Inslee’s carbon fee proposal gets around the gas tax, which most agree won’t be viable forever. Policymakers pretty much agree that an alternative will have to be found sometime. Plus, his proposal adds two things to the transportation mix. One, it pushes the package toward more environmental responsibility. No new state transportation plan has yet been passed, but like other plans, it will undoubtedly be heavy on highway expansions. We can’t continue to pass massive transportation infrastructure proposals without addressing the environmental costs of such plans. Inslee’s idea moves in that direction. Second, in tying the funding source to education and tax relief, it has more social benefit than simply raising the arguably regressive gas tax for more roads.
If nothing else, Inslee’s idea might help rally a bipartisan group of legislators to finally move on retro funding, like a gas tax increase, partly because it’s the devil we know, partly because it is the easiest way to get something passed. It also might be more palatable in this time of lowering gas prices. Plus, a gas tax hike does not need two-thirds support in the Senate to pass, as would a brand new tax. So Inslee’s progressive policy might, at worst, be a nudge toward less-progressive practicality, with a carbon tax to be discussed again another day.
Discussing things another day is part of how the Legislature works, as former state Senate leader Ed Murray has reminded us. Murray, as Seattle mayor, has frequently pointed to progress on the issue of same-sex marriage as an incremental process that gains support and momentum over time. You have to start somewhere, so Inslee’s agenda might make it easier to pass such a plan down the road. Inslee won’t quit on it: As marriage equality was to Murray, so climate change is to Inslee — at the core of his beliefs.
Inslee has also raised the idea of a capital gains tax on stock transactions, a tax common in other states. It’s a sensible source of revenue. Democrats have to show more creativity than simply beating their heads against the solid wall of income tax opposition.
While it probably won’t fly with the tax-averse Republican Senate and with the few tax-avoidant, swing-district moderate Democrats left in the House, it is a reminder that Washington has to begin to reform its tax system and move to something less regressive than its sales-tax based system. Revenue solutions have to be found that don’t make matters worse for those of low and moderate incomes. Hopefully, Inslee’s proposal can help begin a conversation on how to address that.
For both Inslee and Obama, there’s a political calculation at work as well. If their middle-class, progressive agendas fail today, they are setting up 2016. They are showing that the national and local agendas are in sync, which will help Washington Democrats nationalize the agenda, something that drives voter turnout in presidential years.
In other words, failure in the short term could breed success in the long term as the Democrats seek to retain the White House and state party leaders hope to regain the state Senate and retain, perhaps bolster, their state House majority, which was so badly eroded in 2014.

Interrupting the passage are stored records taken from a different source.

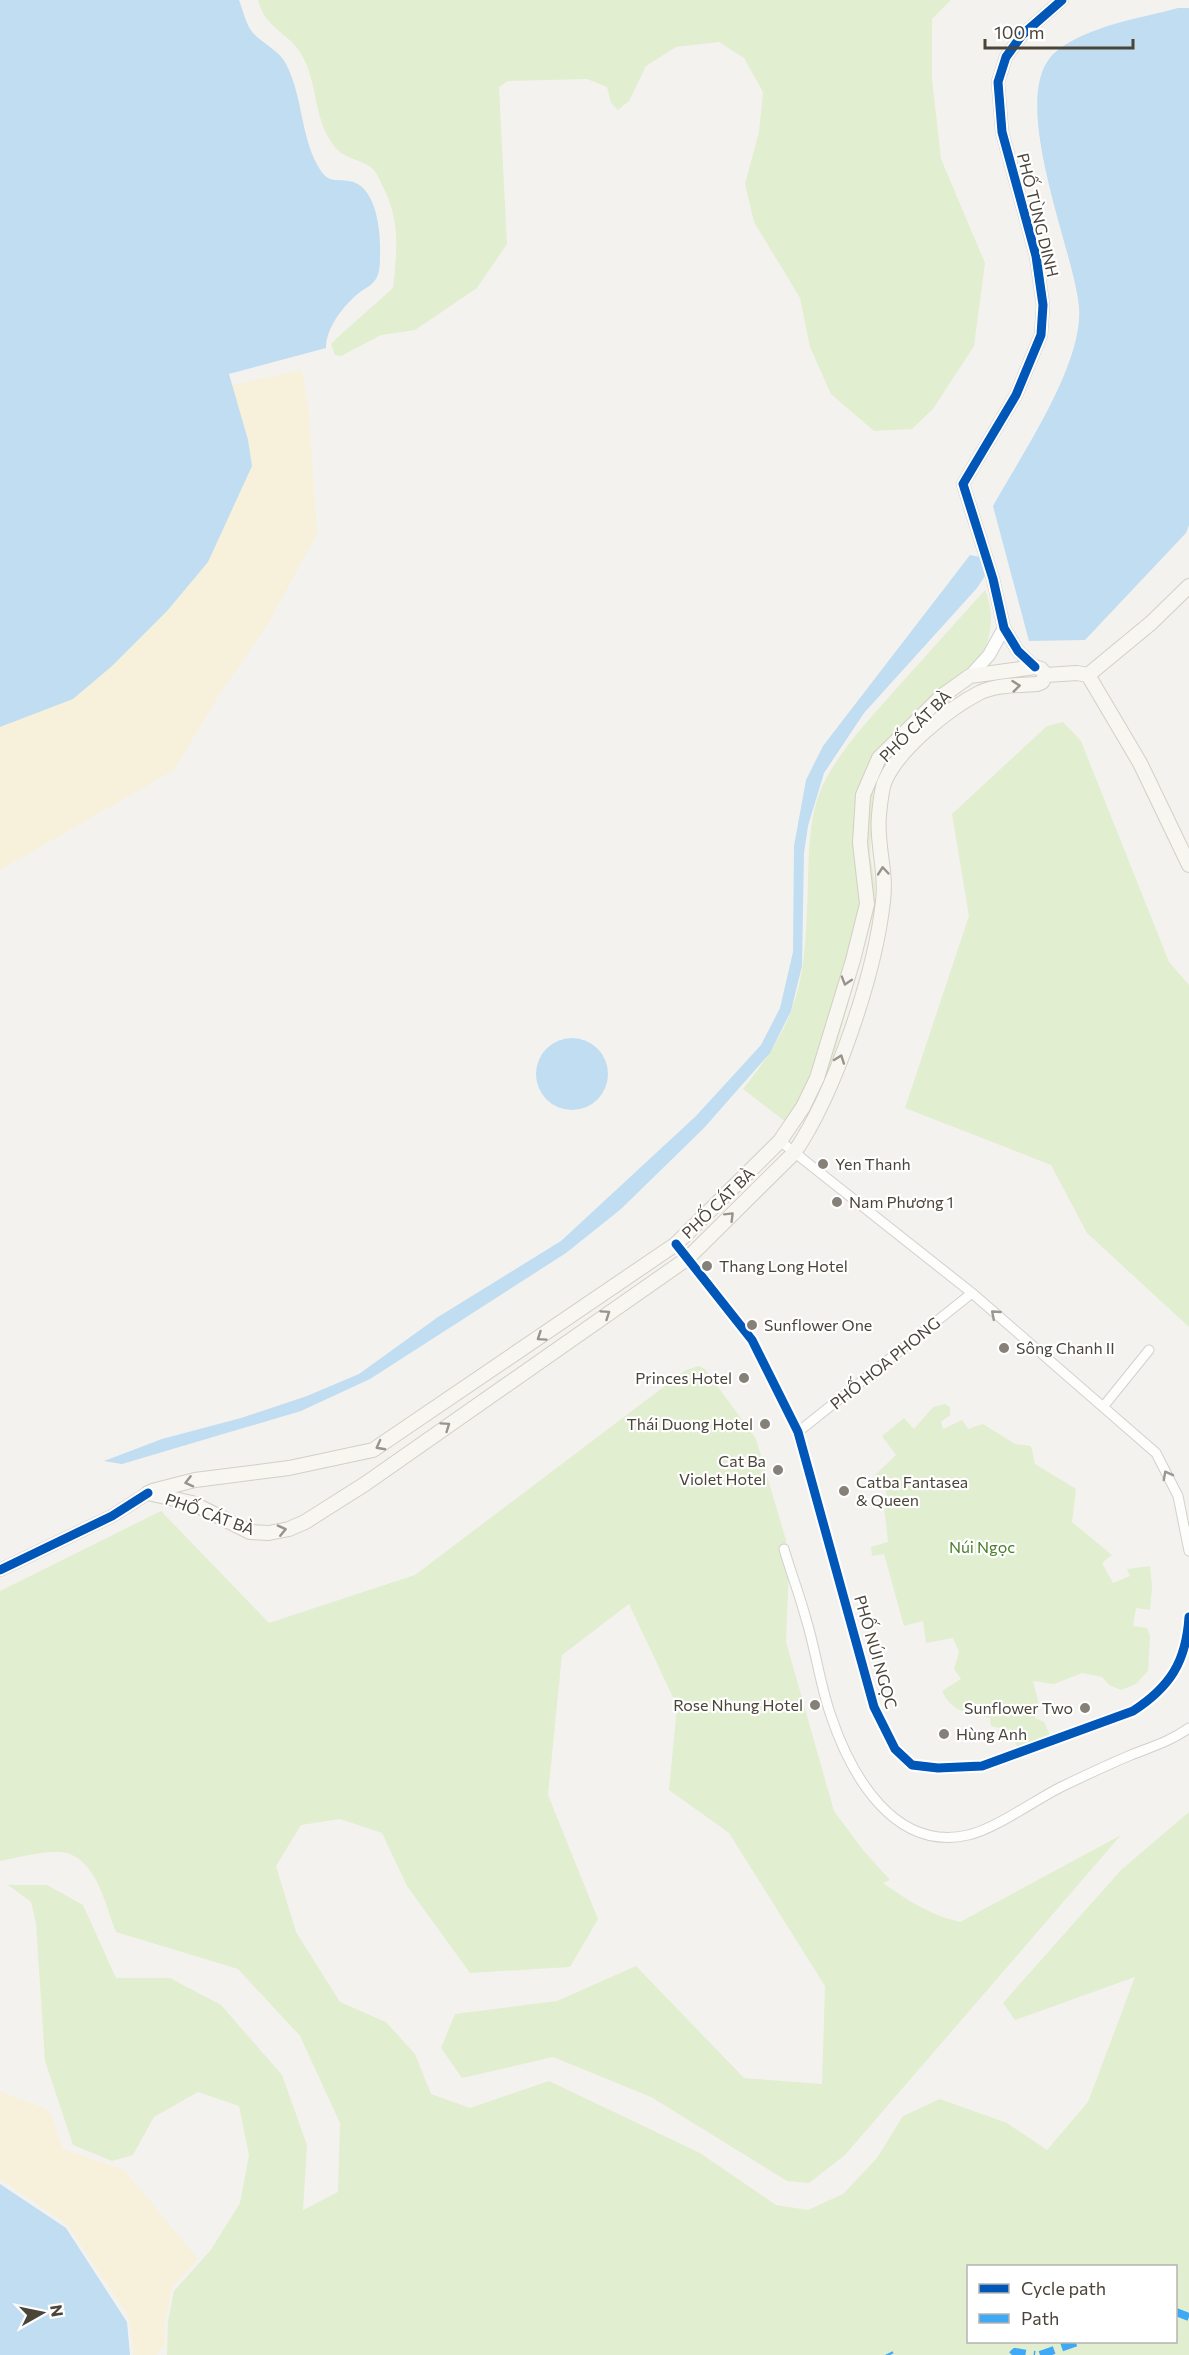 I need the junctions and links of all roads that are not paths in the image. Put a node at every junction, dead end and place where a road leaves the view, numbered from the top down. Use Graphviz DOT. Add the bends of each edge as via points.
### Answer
graph roads {
  1 [pos="1062,0"];
  2 [pos="1189,586"];
  3 [pos="1004,628"];
  4 [pos="1040,671"];
  5 [pos="1088,675"];
  6 [pos="970,676"];
  7 [pos="980,692"];
  8 [pos="870,777"];
  9 [pos="884,783"];
  10 [pos="1189,865"];
  11 [pos="853,960"];
  12 [pos="870,964"];
  13 [pos="780,1141"];
  14 [pos="794,1153"];
  15 [pos="676,1244"];
  16 [pos="688,1258"];
  17 [pos="972,1293"];
  18 [pos="1149,1350"];
  19 [pos="506,1361"];
  20 [pos="516,1376"];
  21 [pos="1103,1407"];
  22 [pos="798,1432"];
  23 [pos="148,1492"];
  24 [pos="784,1549"];
  25 [pos="1189,1551"];
  26 [pos="0,1570"];
  27 [pos="1189,1617"];
  28 [pos="1188,1645"];
  29 [pos="1189,1728"];
  1 -- 3 [label="street, PHỐ TÙNG DINH" via="1022,35 1006,57 998,82 1002,132 1036,256 1043,305 1041,336 1016,395 963,484"];
  2 -- 5 [label="main road"];
  3 -- 4 [label="street" via="1018,651"];
  3 -- 6 [label="street" via="989,655"];
  4 -- 5 [label="main road, PHỐ CÁT BÀ"];
  4 -- 6 [label="main road, PHỐ CÁT BÀ"];
  7 -- 4 [label="main road, PHỐ CÁT BÀ, one-way" via="1037,684 1042,682"];
  5 -- 10 [label="main road" via="1140,764"];
  6 -- 7 [label="main road"];
  6 -- 8 [label="main road, PHỐ CÁT BÀ" via="942,696 879,758"];
  7 -- 9 [label="main road, PHỐ CÁT BÀ" via="935,724 902,755"];
  8 -- 9 [label="main road"];
  8 -- 11 [label="main road, PHỐ CÁT BÀ" via="863,795 860,843 867,904"];
  12 -- 9 [label="main road, PHỐ CÁT BÀ, one-way" via="884,900 878,818"];
  11 -- 12 [label="main road"];
  11 -- 13 [label="main road, PHỐ CÁT BÀ, one-way" via="817,1078"];
  14 -- 12 [label="main road, PHỐ CÁT BÀ, one-way" via="831,1083"];
  13 -- 14 [label="street"];
  13 -- 15 [label="main road, PHỐ CÁT BÀ"];
  16 -- 14 [label="main road, PHỐ CÁT BÀ, one-way"];
  14 -- 17 [label="street"];
  15 -- 16 [label="street"];
  15 -- 19 [label="main road, PHỐ CÁT BÀ, one-way"];
  20 -- 16 [label="main road, PHỐ CÁT BÀ, one-way"];
  16 -- 22 [label="street, PHỐ NÚI NGỌC" via="752,1340"];
  21 -- 17 [label="street, one-way"];
  17 -- 22 [label="street, PHỐ HOA PHONG"];
  18 -- 21 [label="street"];
  19 -- 20 [label="main road"];
  19 -- 23 [label="main road, PHỐ CÁT BÀ, one-way" via="373,1450 289,1468 195,1480"];
  23 -- 20 [label="main road, PHỐ CÁT BÀ, one-way" via="192,1503 250,1532 289,1529 364,1484"];
  25 -- 21 [label="street, one-way" via="1178,1496 1156,1454"];
  22 -- 28 [label="street, PHỐ NÚI NGỌC" via="874,1707 895,1749 912,1765 982,1766 1133,1711 1164,1685"];
  23 -- 26 [label="street" via="112,1516"];
  24 -- 29 [label="street" via="831,1715 848,1758 877,1802 916,1832 952,1837 979,1832 1100,1768 1175,1738"];
  27 -- 28 [label="street, PHỐ NÚI NGỌC"];
}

Polls suggest that voters are sympathetic to the carbon tax and somewhat to the high-earners capital gains tax. Earlier this month, an Elway Poll found that 71 percent of Washington voters were inclined to support the carbon polluter’s tax. Fifty-seven percent gave thumbs up to a capital gains tax on profits over $25,000. They will likely be intrigued by which party has the best plans for getting the middle class black on track.
Inslee would do well to embrace Obama’s message on that score.